Monday, September 7, 2015

Importing the Unicode Character Database in MySQL

In Python it is easily possible to findout the name of a Unicode character and findout some properties about that character. The module which does that is called unicodedata.

An example:

>>> import unicodedata
>>> unicodedata.name('☺')
'WHITE SMILING FACE'

This module uses the data as released in the UnicodeData.txt file from the unicode.org website.

So if UnicodeData.txt is a 'database', then we should be able to import it into MySQL and use it!
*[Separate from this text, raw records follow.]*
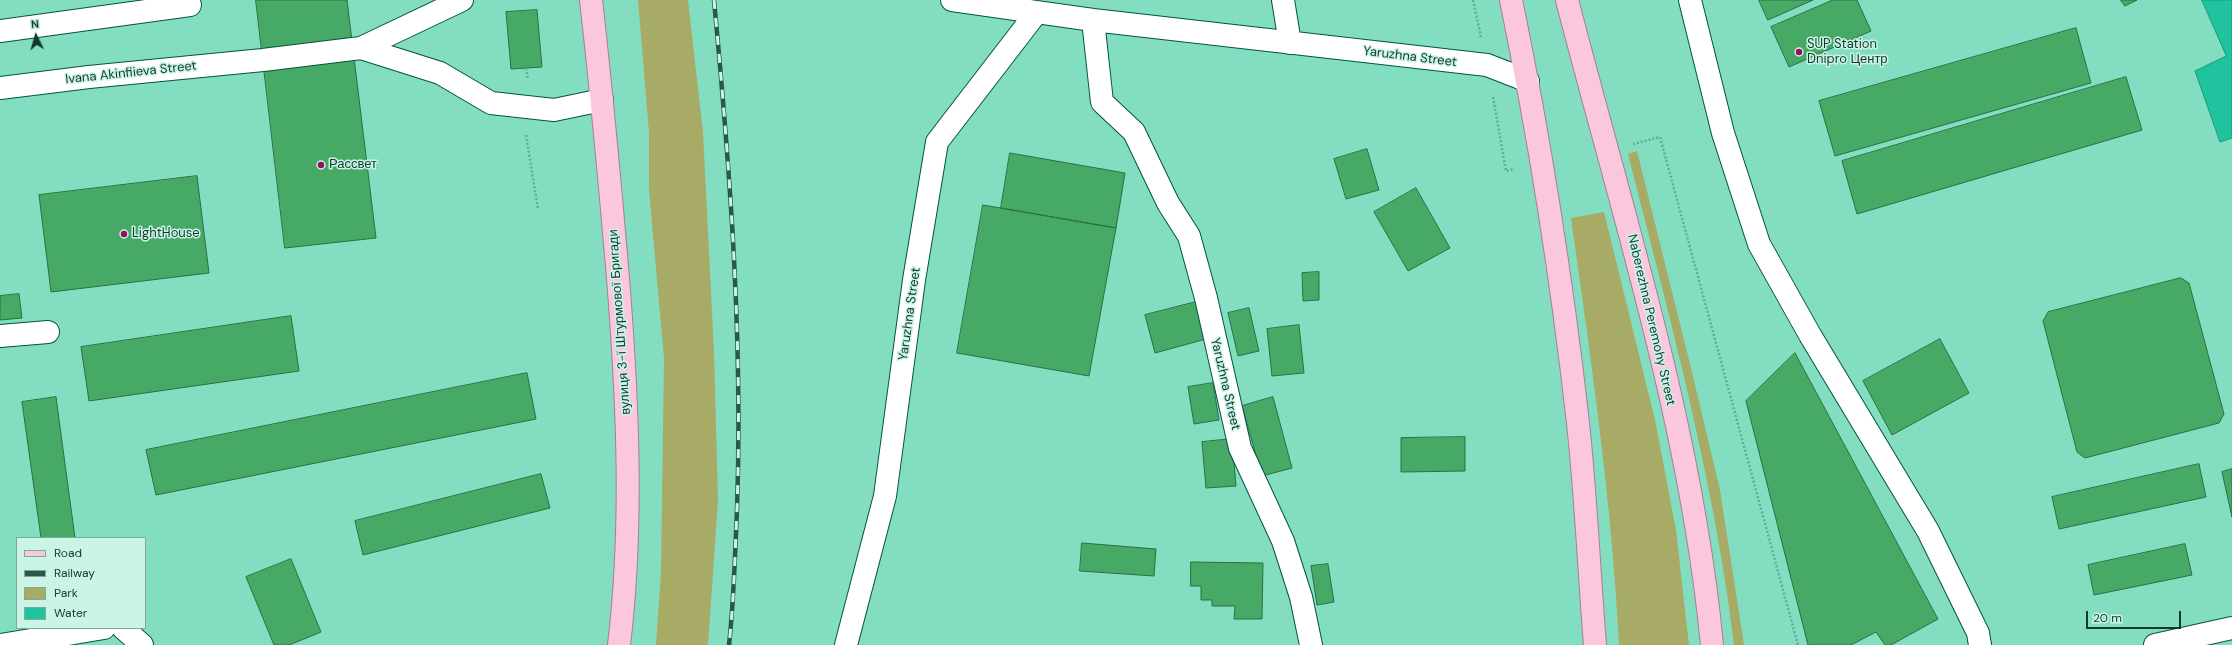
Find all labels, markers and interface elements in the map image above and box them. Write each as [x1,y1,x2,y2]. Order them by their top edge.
north arrow [16,16,56,56]
text: N [30,17,40,31]
place label: SUP Station Dnipro Центр [1807,37,1888,68]
street label: Yaruzhna Street [1362,44,1458,70]
marker: SUP Station Dnipro Центр [1794,47,1804,57]
street label: Ivana Akinfiieva Street [65,58,197,88]
place label: Рассвет [329,157,377,173]
marker: Рассвет [316,160,326,170]
place label: LightHouse [132,226,200,242]
marker: LightHouse [119,229,129,239]
street label: вулиця 3-ї Штурмової Бригади [606,229,634,415]
street label: Naberezhna Peremohy Street [1624,233,1678,407]
street label: Yaruzhna Street [896,266,924,362]
street label: Yaruzhna Street [1207,336,1243,432]
legend [16,537,146,629]
text: Road [54,545,82,561]
text: Railway [54,565,95,581]
text: Park [54,585,78,601]
scale bar [2088,603,2183,629]
text: Water [54,605,87,621]
text: 20 m [2093,610,2122,626]

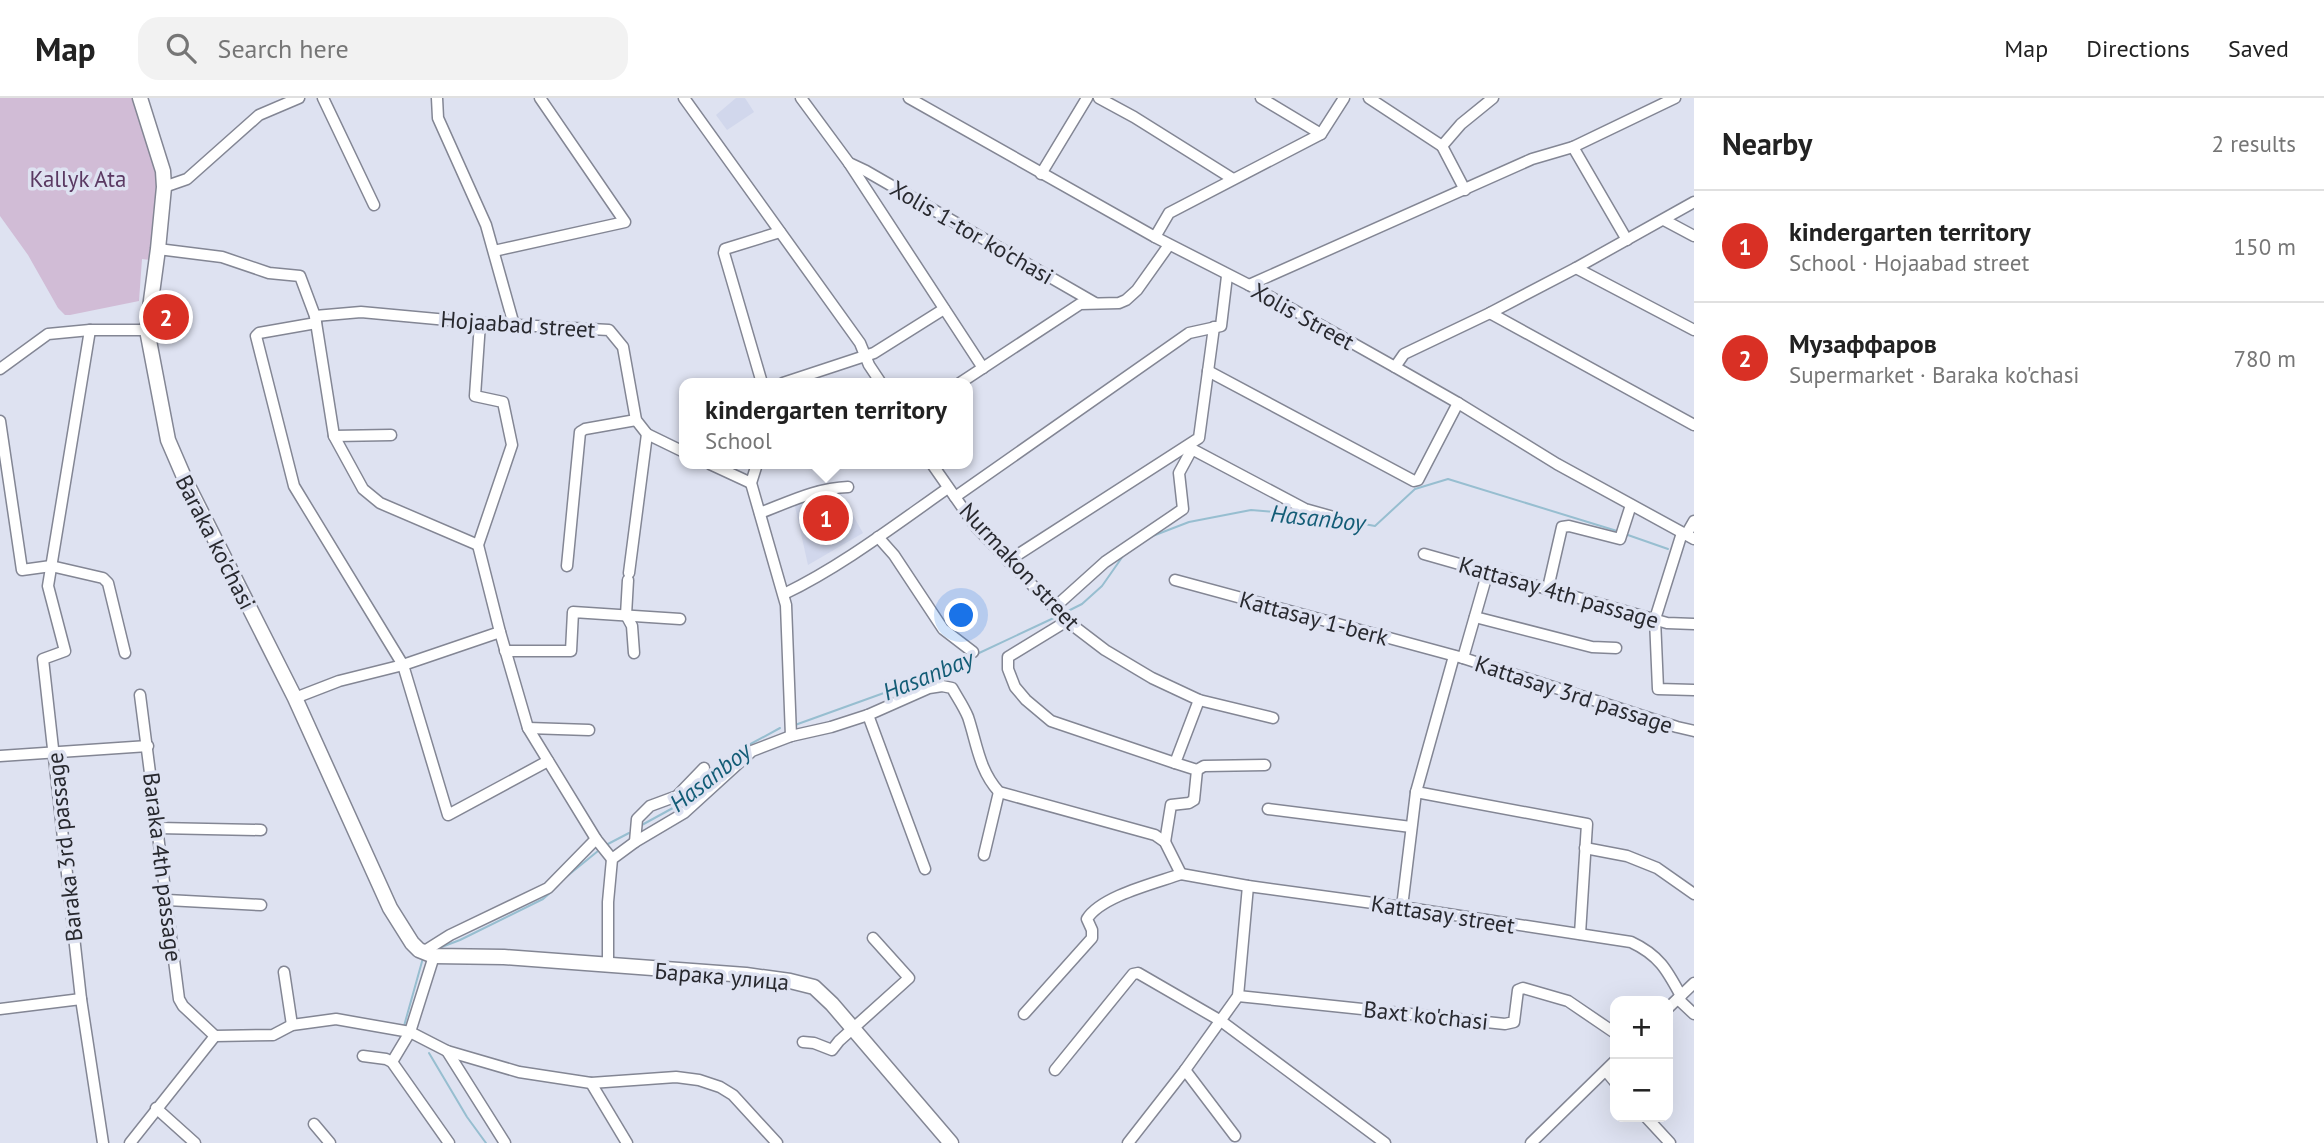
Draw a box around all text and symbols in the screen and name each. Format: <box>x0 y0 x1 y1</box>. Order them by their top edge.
search box <box>138 17 628 80</box>
text: Map <box>35 27 96 70</box>
icon: search <box>162 29 200 67</box>
text: Search here <box>218 32 349 65</box>
text: Map <box>2004 33 2048 64</box>
text: Directions <box>2086 33 2190 64</box>
text: Saved <box>2228 33 2289 64</box>
text: Nearby <box>1722 124 1812 163</box>
text: 2 results <box>2212 129 2296 158</box>
park label: Kallyk Ata <box>30 164 127 193</box>
street label: Xolis 1-tor ko'chasi <box>885 174 1059 290</box>
text: kindergarten territory <box>1789 215 2031 248</box>
text: 1 <box>1738 232 1752 261</box>
text: 150 m <box>2234 232 2296 261</box>
text: School · Hojaabad street <box>1789 248 2029 277</box>
street label: Xolis Street <box>1247 276 1360 356</box>
pin: 2 <box>143 291 189 343</box>
street label: Hojaabad street <box>440 304 597 344</box>
text: Музаффаров <box>1789 327 1937 360</box>
text: 2 <box>1738 344 1752 373</box>
text: 780 m <box>2234 344 2296 373</box>
text: Supermarket · Baraka ko'chasi <box>1789 360 2080 389</box>
popup <box>679 378 973 469</box>
text: kindergarten territory <box>705 393 947 426</box>
text: School <box>705 426 772 455</box>
street label: Baraka ko'chasi <box>170 470 262 614</box>
pin: 1 <box>803 492 849 544</box>
street label: Nurmakon street <box>954 496 1087 636</box>
water label: Hasanboy <box>1269 498 1368 539</box>
street label: Kattasay 4th passage <box>1456 550 1662 634</box>
street label: Kattasay 1-berk <box>1237 584 1391 652</box>
your location <box>944 598 978 632</box>
water label: Hasanbay <box>878 642 979 707</box>
street label: Kattasay 3rd passage <box>1471 648 1677 740</box>
water label: Hasanboy <box>663 735 758 819</box>
street label: Baraka 3rd passage <box>40 751 88 943</box>
street label: Baraka 4th passage <box>137 771 189 963</box>
street label: Kattasay street <box>1369 888 1517 940</box>
street label: Барака улица <box>653 956 791 996</box>
street label: Baxt ko'chasi <box>1362 994 1490 1036</box>
map controls <box>1610 996 1673 1122</box>
button: + <box>1610 996 1673 1059</box>
button: − <box>1610 1059 1673 1122</box>

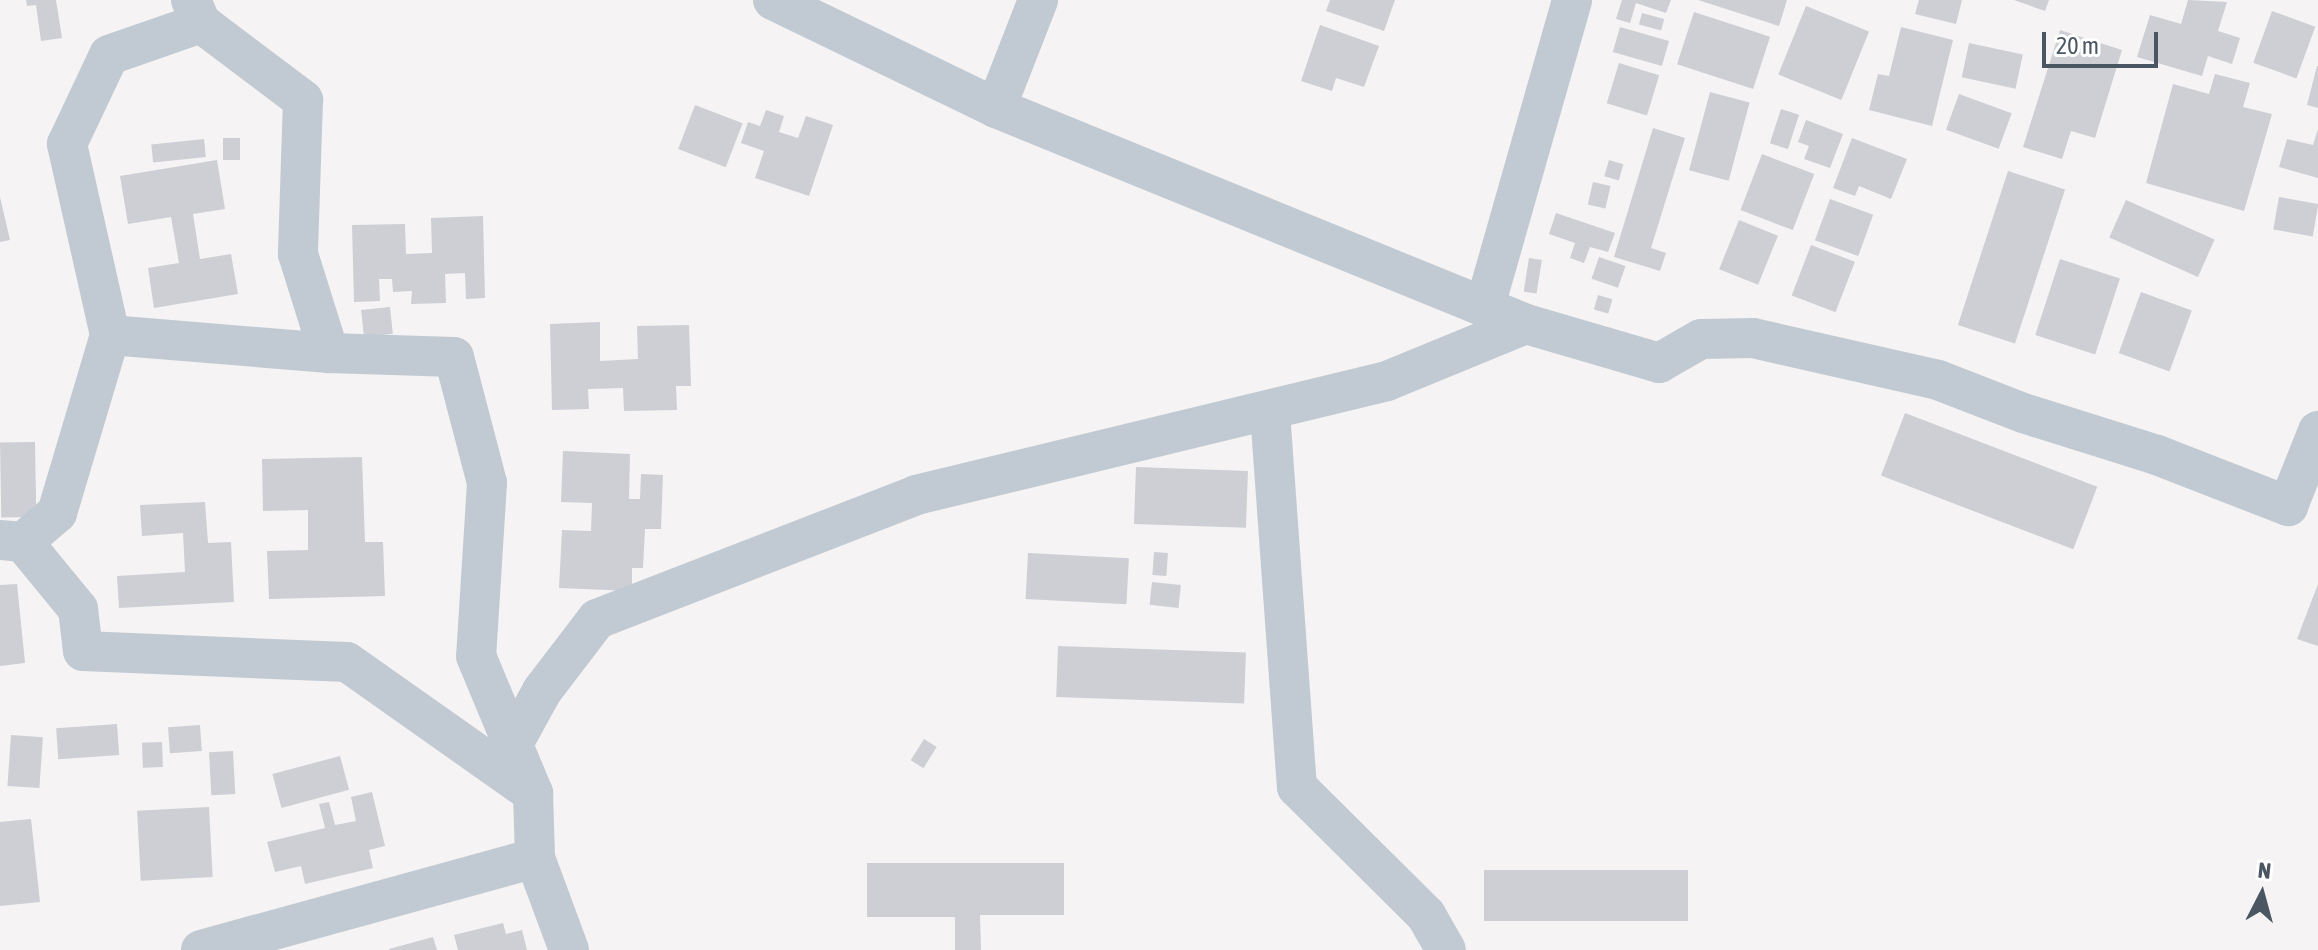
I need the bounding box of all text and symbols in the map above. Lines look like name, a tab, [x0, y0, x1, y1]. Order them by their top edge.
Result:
scale bar	[2046, 16, 2162, 66]
text: 20 m	[2056, 32, 2099, 59]
north arrow	[2222, 854, 2302, 934]
text: N	[2257, 857, 2272, 884]

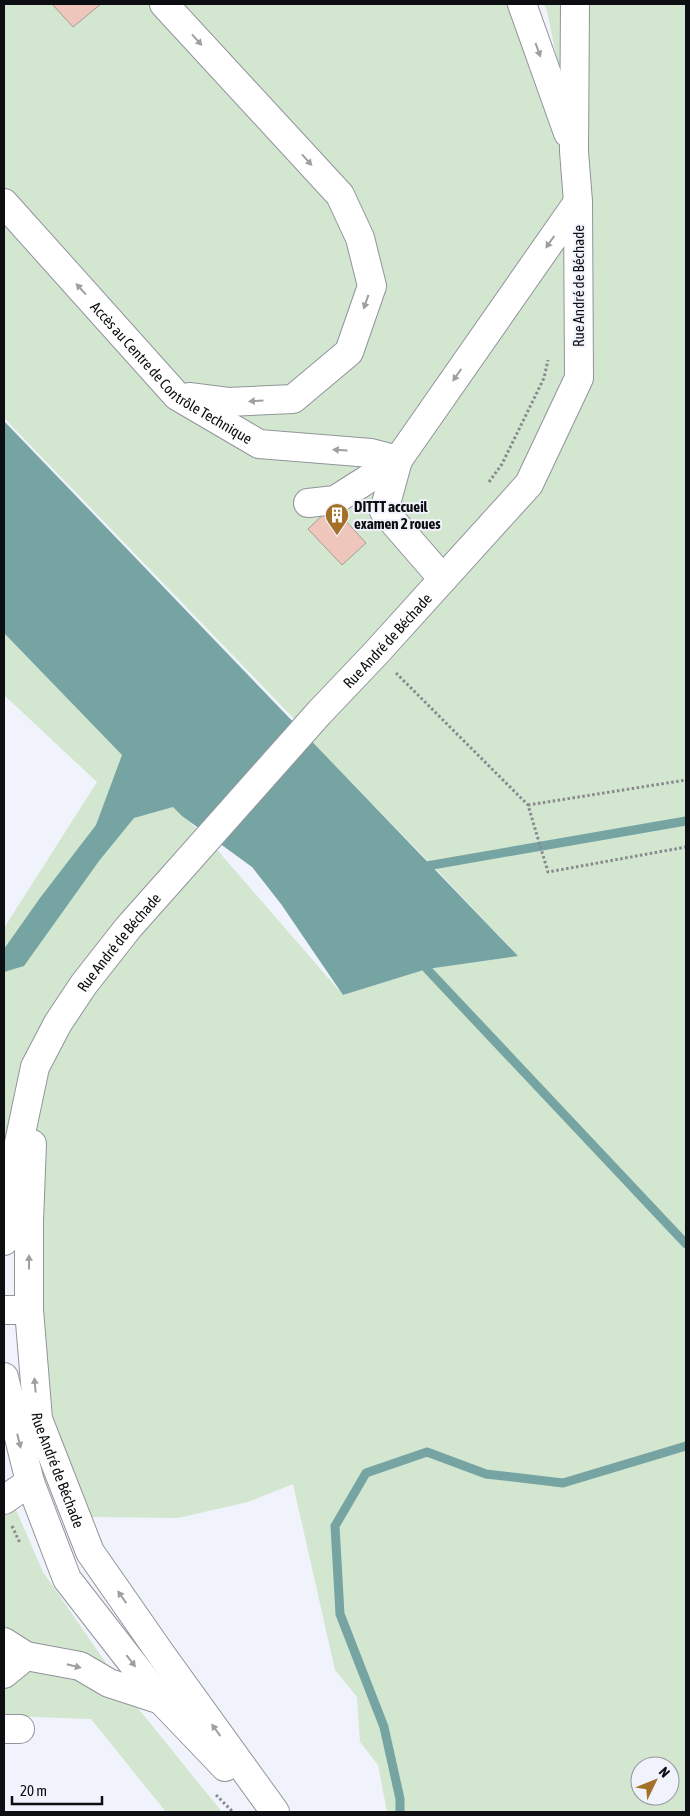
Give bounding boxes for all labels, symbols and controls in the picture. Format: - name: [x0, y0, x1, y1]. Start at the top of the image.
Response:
- one-way arrow: [191, 33, 203, 45]
- one-way arrow: [535, 42, 542, 57]
- one-way arrow: [301, 153, 313, 165]
- street label: Rue André de Béchade: [570, 225, 587, 347]
- one-way arrow: [545, 235, 555, 249]
- one-way arrow: [75, 284, 87, 296]
- one-way arrow: [362, 295, 369, 310]
- street label: Accès au Centre de Contrôle Technique: [88, 298, 256, 447]
- one-way arrow: [452, 368, 462, 382]
- one-way arrow: [248, 397, 264, 405]
- one-way arrow: [332, 446, 348, 454]
- place label: DITTT accueil examen 2 roues: [354, 498, 441, 532]
- building icon: DITTT accueil examen 2 roues: [324, 502, 350, 536]
- street label: Rue André de Béchade: [339, 589, 435, 691]
- street label: Rue André de Béchade: [73, 889, 164, 994]
- one-way arrow: [25, 1253, 33, 1269]
- one-way arrow: [31, 1377, 39, 1393]
- street label: Rue André de Béchade: [29, 1412, 88, 1530]
- one-way arrow: [16, 1433, 24, 1448]
- one-way arrow: [117, 1591, 127, 1604]
- one-way arrow: [126, 1654, 136, 1668]
- one-way arrow: [67, 1662, 82, 1670]
- one-way arrow: [211, 1723, 221, 1737]
- north arrow: [630, 1756, 680, 1806]
- text: N: [656, 1764, 673, 1781]
- scale bar: [12, 1774, 102, 1806]
- text: 20 m: [20, 1782, 47, 1799]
I wrote a small Python script to automate this. The basic steps are:

  • Download UnicodeData.txt
  • Create a unicodedata.ucd table
  • Use LOAD DATA LOCAL INFILE to load the data

This isn't difficult especially because the file doesn't have the actual characters in it. It is just an ASCII file with codepoints and the data related to it.

But it would be useful to have those characters in the database. So what I did is to create those with CONVERT(UNHEX(value) USING utf32.

What that does is this:

  • UNHEX: get the number of the codepoint
  • CONVERT that number from utf32. In utf32 all characters are 4-byte/32-bit and are mapped 1-on-1 to their codepoint. This is what ucs2 does with 2-byte/16-bit, but then we can't use the full range of characters. That is why UTF-16 replaced ucs2. UTF-16 uses a variable length, just like UTF-8.

So now I can do this:

mysql> USE unicodedata
Reading table information for completion of table and column names
You can turn off this feature to get a quicker startup with -A

Database changed
mysql> SELECT name FROM ucd WHERE `char`='☺';
+--------------------+
| name               |
+--------------------+
| WHITE SMILING FACE |
+--------------------+
1 row in set (0.00 sec)

Or this:

Screenshot of DOLPHIN character

To get the data (or just a dump of the database): github.com/dveeden/mysqlunicodedata

I'm speaking at Percona Live Amsterdam about MySQL and Unicode. And you can also cath me the Booking.com booth (#205) or at the Community Diner.

Update 1

Set your encoding to utf8mb4 in your connection properties (e.g. --default-character-set=utf8mb4) or use SET NAMES utf8mb4 to switch to the utf8mb4 character set.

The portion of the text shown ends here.